January 9th, 2015
When I was about about twenty-one years old, I wrote a one-act play called “BOB DYLAN SUCKS”. Bob Dylan is the lead character, with support by Missy Elliot, LL Cool J and Art from Everclear who try to convince him to sell his soul and appear in a TV commercial for GAP clothes. I haven’t gone back to see what I wrote but I remember the end, a group song-and-dance number where Dylan overcomes any sense of self and throws in with the GAP people, culminating in a climax of the jingle “Fall into the GAP” followed by the cruel line “The times, they are a-changin’!” And scene.
I feel the same way about Bob Dylan the way old white guys feel about rap music. I did not listen to a complete Bob Dylan album until last year. That album? Self-Portrait, which is largely regarded as his worst album. Blonde On Blonde, Bringing It All Back Home, Desire, Blood On The Tracks? Nope times four. And it’s not like I hate the guy or his music. I just. . . don’t understand the appeal?
We got done playing and suddenly it was like a lockdown. They rushed you offstage. “You gotta get your equipment off, you gotta clear the area.” We looked out and saw this line of big, black Hummer limousines. Probably six or seven of them in a row. And we thought, dude, fucking Michael Jackson is here. They pull right up to the stage and it’s just Bob Dylan. Bob Dylan is in one. Two guys are in another one. They walk up to the stage. They play. They walk right back down to the limousines as soon as they’re done. The truth of it is, you believe Michael Jackson would have a ridiculous entourage because it seems believable. You would think Bob Dylan would just back amongst all the trailers jamming his acoustic guitar trying to keep warm with us. That’s the story, but that’s not the way it is. It’s weird and that’s the truth. What can you do?
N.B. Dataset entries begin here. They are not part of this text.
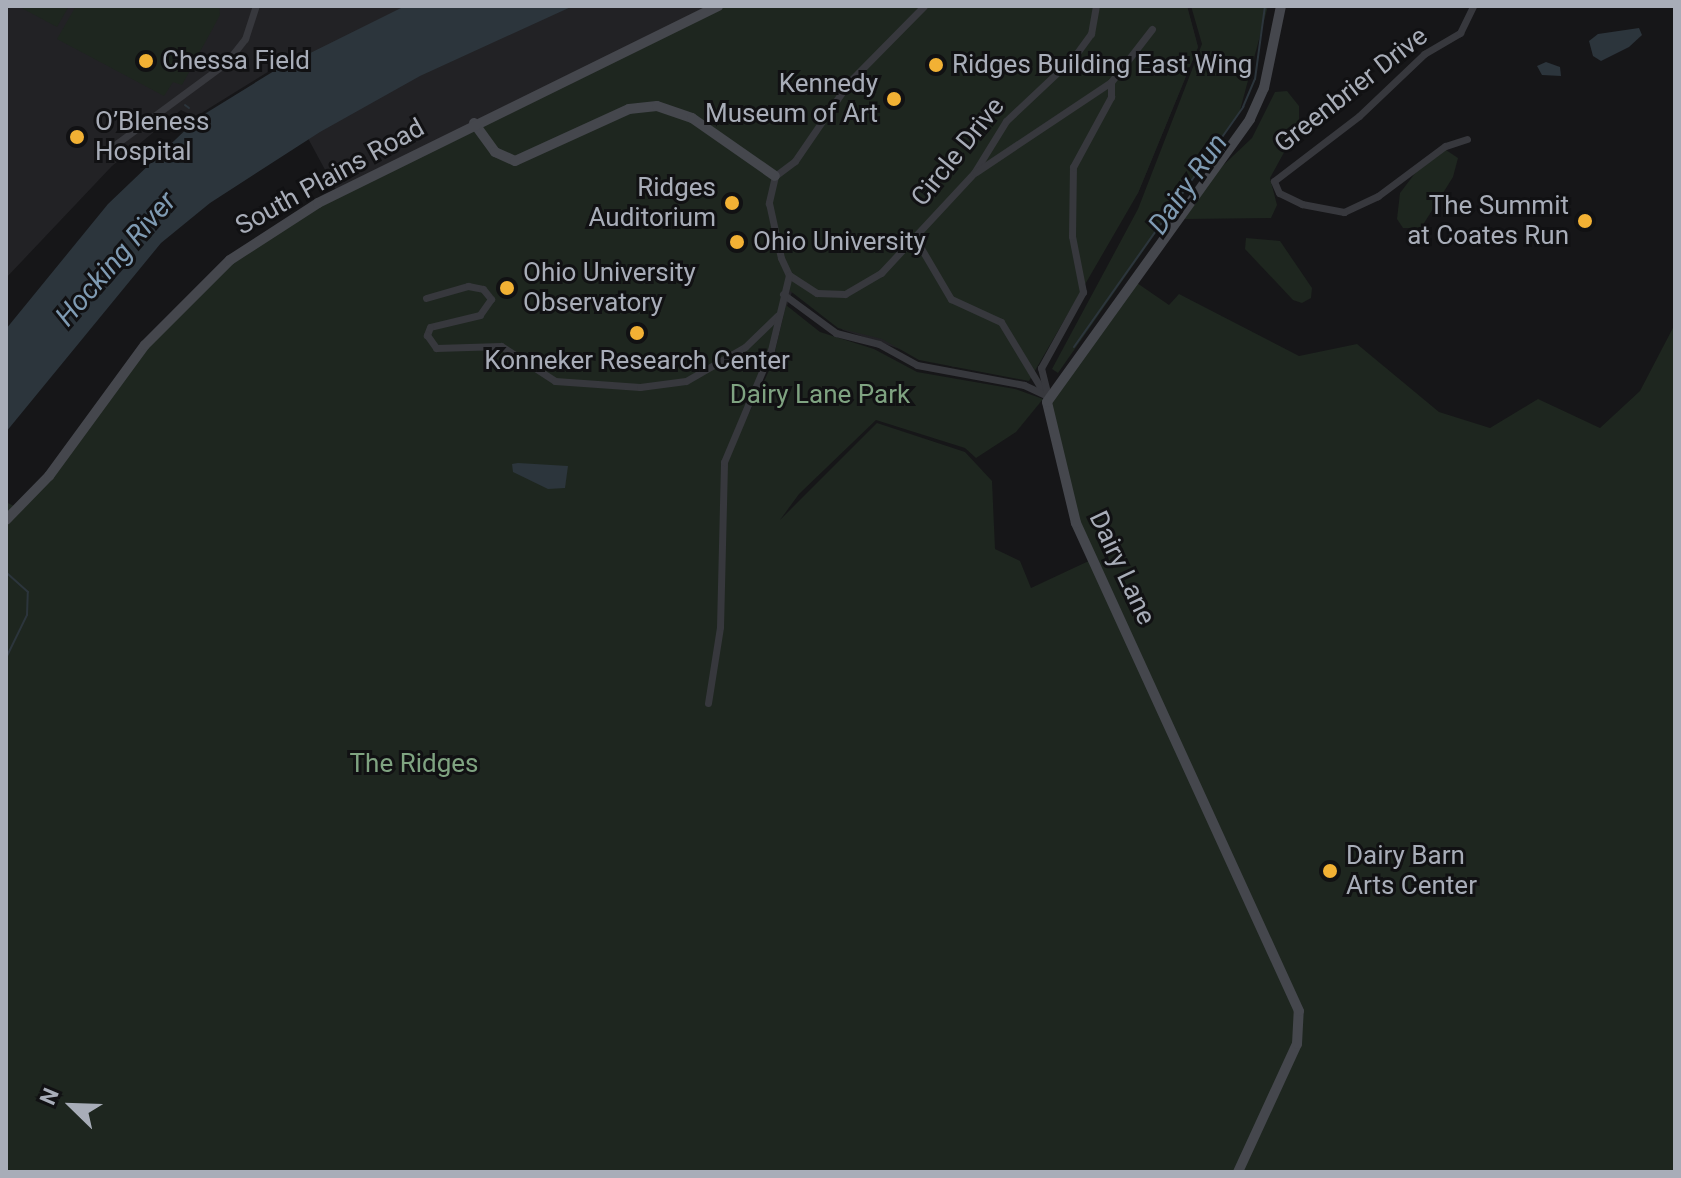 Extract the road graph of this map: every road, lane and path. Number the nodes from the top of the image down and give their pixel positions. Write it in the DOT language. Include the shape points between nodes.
graph roads {
  1 [pos="256,6"];
  2 [pos="718,6"];
  3 [pos="924,6"];
  4 [pos="1096,6"];
  5 [pos="1281,6"];
  6 [pos="1473,6"];
  7 [pos="1152,29"];
  8 [pos="1111,82"];
  9 [pos="474,123"];
  10 [pos="1467,139"];
  11 [pos="116,144"];
  12 [pos="974,173"];
  13 [pos="775,176"];
  14 [pos="915,238"];
  15 [pos="789,275"];
  16 [pos="783,294"];
  17 [pos="426,298"];
  18 [pos="777,316"];
  19 [pos="1048,396"];
  20 [pos="6,520"];
  21 [pos="708,703"];
  22 [pos="1238,1172"];
  1 -- 11 [label="street" via="234,55"];
  2 -- 9 [label="street, South Plains Road"];
  3 -- 13 [label="street" via="849,82 804,150"];
  4 -- 12 [label="street, Circle Drive" via="1084,45 1006,121"];
  5 -- 19 [label="street" via="1264,88 1250,119"];
  6 -- 10 [label="street, Greenbrier Drive" via="1460,33 1424,54 1359,116 1274,181 1279,193 1302,204 1344,212 1378,196 1445,146"];
  7 -- 8 [label="street"];
  8 -- 12 [label="street"];
  8 -- 19 [label="street" via="1111,97 1073,167 1072,236 1083,292 1041,368"];
  9 -- 13 [label="street" via="495,152 515,161 629,109 657,106 692,118"];
  9 -- 20 [label="street, South Plains Road" via="318,203 230,260 145,345 49,476"];
  12 -- 14 [label="street, Circle Drive"];
  13 -- 15 [label="street" via="770,214"];
  14 -- 15 [label="street, Circle Drive" via="872,280 845,294 817,293"];
  14 -- 19 [label="street" via="947,294 998,319"];
  15 -- 16 [label="street"];
  16 -- 18 [label="street"];
  16 -- 19 [label="street" via="836,333 879,344 917,365 1024,385"];
  17 -- 18 [label="street" via="468,286 483,289 491,299 480,315 430,327 427,335 436,348 501,346 555,381 640,387 686,381 745,347"];
  18 -- 21 [label="street" via="771,350 722,468 720,627"];
  19 -- 22 [label="street, Dairy Lane" via="1051,435 1072,512 1300,1015 1294,1054"];
} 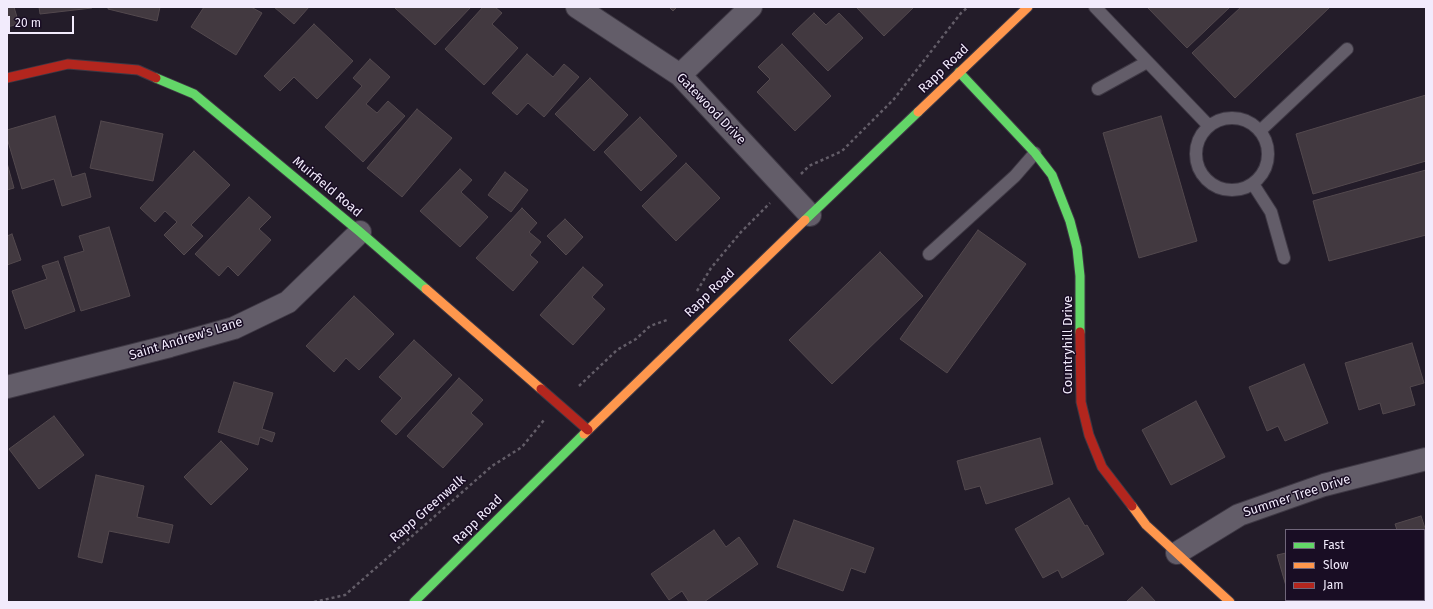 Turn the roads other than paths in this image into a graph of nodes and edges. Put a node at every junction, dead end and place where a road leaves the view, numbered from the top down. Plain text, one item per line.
1 (577, 7) edge
2 (751, 7) edge
3 (1028, 7) edge
4 (1095, 7) edge
5 (1347, 49) dead end
6 (1147, 62) junction
7 (959, 72) junction
8 (680, 75) junction
9 (7, 78) edge
10 (1098, 89) dead end
11 (1209, 126) junction
12 (1261, 130) junction
13 (1035, 152) junction
14 (1253, 184) junction
15 (810, 215) junction
16 (360, 232) junction
17 (929, 254) dead end
18 (1284, 258) dead end
19 (7, 387) edge
20 (588, 430) junction
21 (1426, 458) edge
22 (1177, 553) junction
23 (414, 602) edge
24 (1230, 602) edge

1 - 8 street, Gatewood Drive
2 - 8 street
3 - 7 street, Rapp Road
4 - 6 lane
5 - 12 lane
6 - 10 lane
6 - 11 lane
7 - 13 street, Countryhill Drive
7 - 15 street, Rapp Road
8 - 15 street, Gatewood Drive
9 - 16 street, Muirfield Road
11 - 12 lane
11 - 14 lane
12 - 14 lane
13 - 17 lane
13 - 22 street, Countryhill Drive
14 - 18 lane
15 - 20 street, Rapp Road
16 - 19 street, Saint Andrew's Lane
16 - 20 street, Muirfield Road
20 - 23 street, Rapp Road
21 - 22 street, Summer Tree Drive
22 - 24 street, Countryhill Drive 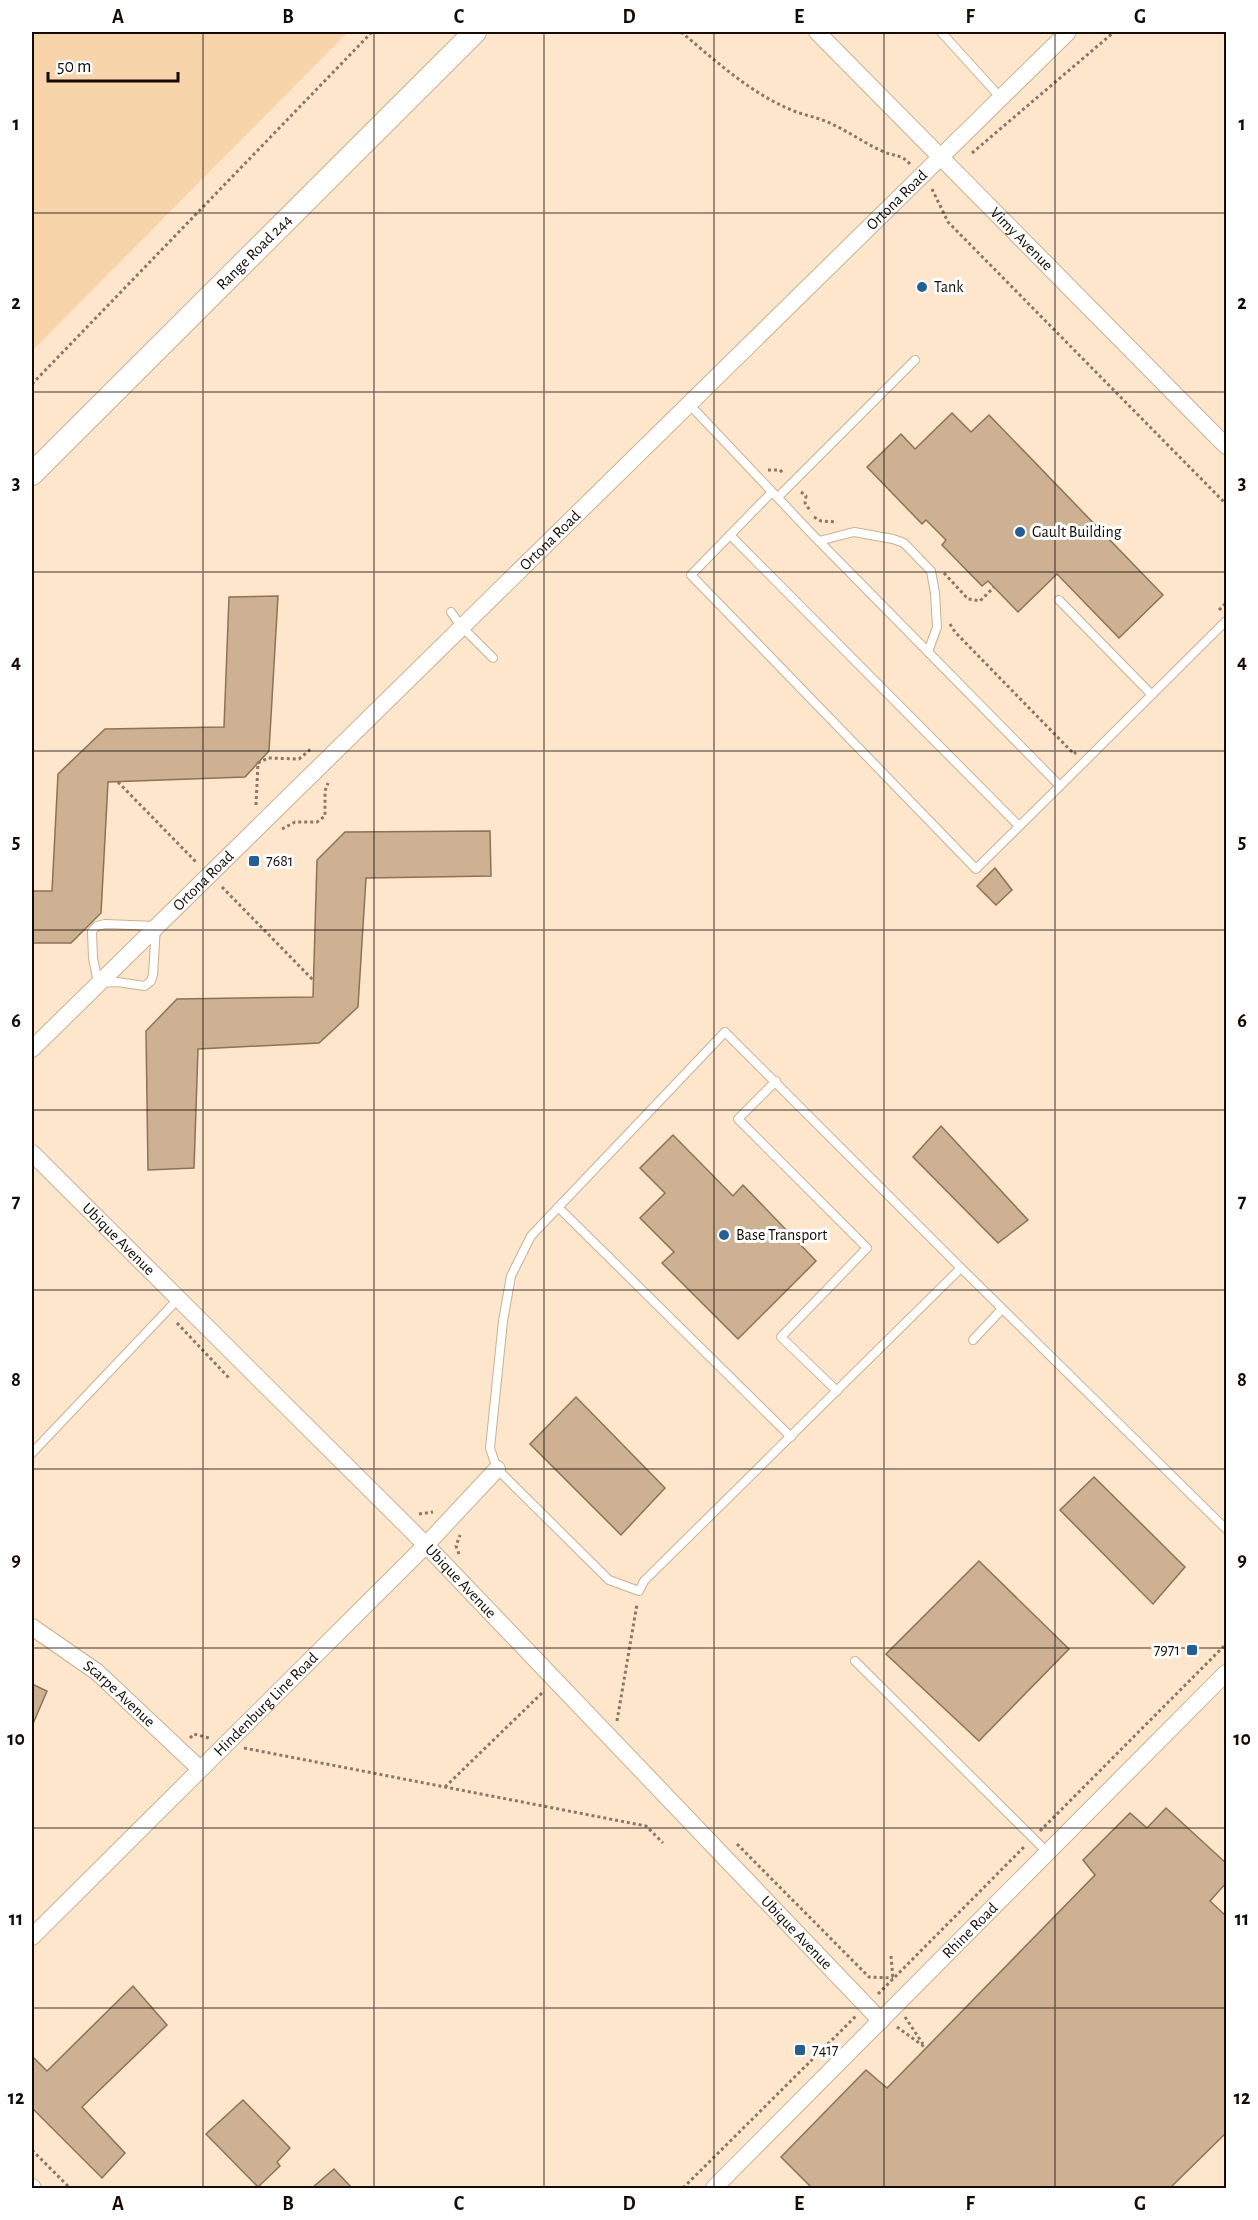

That’s Wayne Coyne of the Flaming Lips on playing a festival with Bob Dylan. And again, I’m not a Dylan fan, but what does this guy think is gonna happen? “Hey, Bob, I write songs too.” What do you think is gonna happen? Some sort of hootenanny? Bob Dylan was being worshiped as a musical God before Wayne Coyne dropped LSD in his eyeballs for the first time at age eight. I tell you what would have happened: Bob shows up to the party and everybody starts acting weird around him. Then people walk up to him and thank him for all he’s done and he starts feeling weird. Every party feels like a lifetime achievement award ceremony when you’re Bob Dylan. I’d rather hang out in the limo if I had the choice.
In my ripe middle age, I’m going to give Bob a chance. I’ve avoided him all this time. The Colonel recommended Time Out Of Mind to me, so that’s the first Bob record I’m listening to that’s supposed to be good. I’m working on it. Watch this space.
One last thought. Terry Richardson (photographer) once had an exhibition called SON OF BOB, because his father was Bob Richardson, the famous photographer. Jakob Dylan never used SON OF BOB as an album title, which I consider a lost opportunity.